Tuesday, August 8, 2017: 8:00 AM
B118-119, Oregon Convention Center
Ingrid Slette1, John M. Blair2, David L. Hoover3, Melinda D. Smith4 and Alan K. Knapp1, (1)Department of Biology and Graduate Degree Program in Ecology, Colorado State University, Fort Collins, CO, (2)Division of Biology, Kansas State University, Manhattan, KS, (3)USDA-ARS, Fort Collins, CO, (4)Graduate Degree Program in Ecology, Colorado State University, Ft. Collins, CO
Background/Question/Methods

Climate changes will include gradual but chronic alterations in temperature and precipitation (‘presses’) as well as more extreme discreet climate events such as heat waves and droughts (‘pulses’).
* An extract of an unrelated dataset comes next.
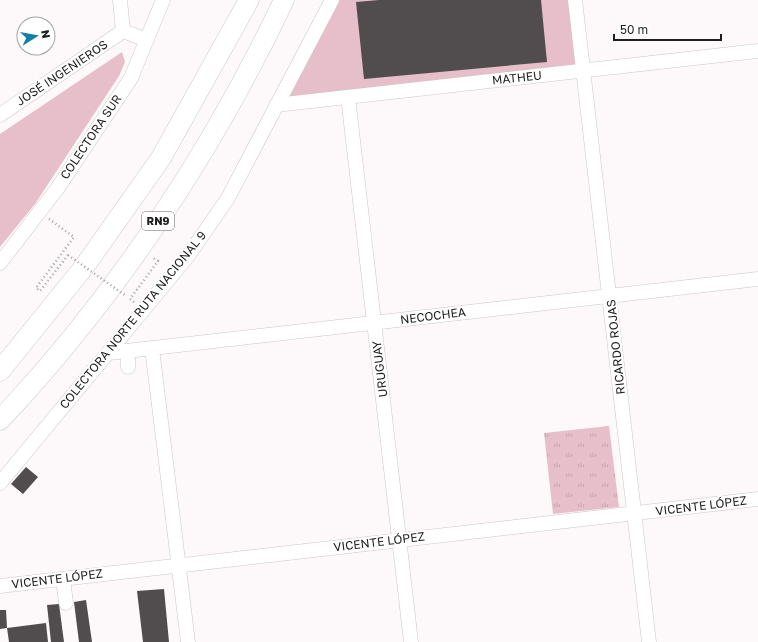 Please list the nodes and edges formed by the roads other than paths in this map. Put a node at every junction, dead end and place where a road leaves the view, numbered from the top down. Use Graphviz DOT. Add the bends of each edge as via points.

Research to date has tended to study ecological responses to presses and pulses independently, despite recognition that they are likely to interact. Altered ecosystem structure and function resulting from press or pulse changes may affect responses to future climate extremes. Understanding the nature of these interactions and legacy impacts will be important for predicting ecosystem responses to climate changes. We investigated how ecological legacies of experimentally imposed press and pulse precipitation changes alter the impact of an extreme drought on root biomass production, a key aspect of ecosystem carbon cycling with the potential to feed back to atmospheric drivers of climate change. To do this, we imposed a 2-year extreme drought (66% reduction in ambient rainfall) on two unique grassland precipitation experiments: a long-term (15-year) press experiment that chronically altered rainfall timing / intensity and a pulse experiment that imposed a previous short-term (2-year) extreme drought.

Results/Conclusions

We found that extreme drought alone reduced root biomass production by approximately 12% (compared to non-droughted controls). Both press and pulse precipitation change legacies amplified the negative response of root production to extreme drought. Extreme drought following chronic alteration of precipitation patterns decreased root production by 23%, whereas extreme drought that followed a previous extreme drought decreased root production by 56%. Reductions in root production with drought were greatest in shallower soil layers. The dominant species at the site (Andropogon gerardii) showed a smaller reduction in root production with drought than other graminoid species, indicating that this dominant grass may buffer the system against precipitation alterations. Overall, our results suggest that plants will produce less root biomass with future climate changes that include chronic alterations in precipitation patterns combined with more frequent extreme drought. This decrease in plant carbon inputs to soils will have important implications for ecosystem carbon storage and may slow carbon cycling in response to forecast precipitation changes.